The same thing happens with [attachments file](https://bugs.documentfoundation.org/attachment.cgi?id=134028) in [Bug 91764](https://bugs.documentfoundation.org/show_bug.cgi?id=91764).
Comment 4 Eyal Rozenberg 2023-11-27 10:33:34 UTC
The most important thing to note about this bug is that the search term of interest contains Niqqud marks - marks indicating vowels, emphasis or intonation; and even one cantillation mark. See:


without marks: ויהי
with marks:    וַיְהִ֥י

if we search for the no-Niqqud term, we find it on the second line, in both attached PDFs. If we search for the with-Niqqud term, we find it in the older-version export but not the newer-version.
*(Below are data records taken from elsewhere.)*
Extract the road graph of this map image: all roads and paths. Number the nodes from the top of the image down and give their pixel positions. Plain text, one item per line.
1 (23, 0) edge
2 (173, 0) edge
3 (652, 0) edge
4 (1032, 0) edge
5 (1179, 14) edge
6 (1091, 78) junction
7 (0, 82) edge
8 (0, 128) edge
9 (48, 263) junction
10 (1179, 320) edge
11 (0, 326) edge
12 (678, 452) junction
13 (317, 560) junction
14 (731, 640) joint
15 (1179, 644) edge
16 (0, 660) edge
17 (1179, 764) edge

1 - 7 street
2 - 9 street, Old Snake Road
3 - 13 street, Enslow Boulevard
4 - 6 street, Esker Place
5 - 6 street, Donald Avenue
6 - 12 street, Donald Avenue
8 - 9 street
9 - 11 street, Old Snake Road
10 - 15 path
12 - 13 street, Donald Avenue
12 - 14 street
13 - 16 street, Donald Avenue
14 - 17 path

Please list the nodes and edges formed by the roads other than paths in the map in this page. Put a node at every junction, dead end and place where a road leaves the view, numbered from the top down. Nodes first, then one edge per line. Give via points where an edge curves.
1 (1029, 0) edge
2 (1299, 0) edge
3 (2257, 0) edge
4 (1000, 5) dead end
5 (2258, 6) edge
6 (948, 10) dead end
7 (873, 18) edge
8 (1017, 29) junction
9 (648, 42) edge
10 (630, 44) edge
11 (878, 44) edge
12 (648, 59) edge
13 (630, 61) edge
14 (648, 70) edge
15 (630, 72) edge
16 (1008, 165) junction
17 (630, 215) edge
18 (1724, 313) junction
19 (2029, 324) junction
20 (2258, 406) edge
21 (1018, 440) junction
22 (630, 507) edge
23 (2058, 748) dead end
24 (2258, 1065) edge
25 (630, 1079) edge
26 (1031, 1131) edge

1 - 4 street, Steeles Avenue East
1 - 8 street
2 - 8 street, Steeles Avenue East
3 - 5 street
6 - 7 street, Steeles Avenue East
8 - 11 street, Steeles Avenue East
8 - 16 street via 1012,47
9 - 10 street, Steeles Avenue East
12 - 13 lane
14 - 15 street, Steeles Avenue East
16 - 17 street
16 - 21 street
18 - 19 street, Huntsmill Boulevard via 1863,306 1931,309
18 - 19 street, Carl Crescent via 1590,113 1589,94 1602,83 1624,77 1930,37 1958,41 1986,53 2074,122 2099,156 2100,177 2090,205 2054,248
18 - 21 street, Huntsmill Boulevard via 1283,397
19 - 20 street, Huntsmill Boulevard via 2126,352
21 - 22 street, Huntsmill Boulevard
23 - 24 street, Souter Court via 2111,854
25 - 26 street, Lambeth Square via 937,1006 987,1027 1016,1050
I can also confirm the newer-behavior part of this bug with:

Version: (X86_64) / LibreOffice Community
Build ID: 516f800f84b533db0082b1f39c19d1af40ab29c8
CPU threads: 4; OS: Linux 6.5; UI render: default; VCL: gtk3
Locale: he-IL (en_IL); UI: en-US

Note that, in LO itself, and when searching - LO ignores the Niqqud and cantillation and just searches for the letter sequence, so both terms will match each other and themselves in the original document.
Comment 5 Eyal Rozenberg 2023-11-27 10:39:08 UTC
Oh, and: The problem is there even if we drop the cantillation mark. So Niqqud is enough for it to manifest.
Comment 6 raal 2023-11-30 19:59:30 UTC
This seems to have begun at the below commit in bibisect repository/OS linux-64-7.5.
Adding Cc: to Khaled Hosny ; Could you possibly take a look at this one?
 ba8787d89bb90aced203271dee7231163446d7e9 is the first bad commit
commit ba8787d89bb90aced203271dee7231163446d7e9
Author: Jenkins Build User <tdf@pollux.tdf>
Date:   Wed Oct 5 22:14:28 2022 +0200

    source 09c076c3f29c28497f162d3a5b7baab040725d56

140994: tdf#151350: Fix extraneous gaps before marks | https://gerrit.libreoffice.org/c/core/+/140994
Comment 7 ⁨خالد حسني⁩ 2023-11-30 20:17:17 UTC
Text extraction from PDF is a lost cause.

We are now generating /ActualText spans where we didn’t previously, and PDF readers are now confused by this. I blame Adobe for creating such a backwards file format and never fixing it.

This probably can be fixed, but I don’t have the capacity to work on it right now.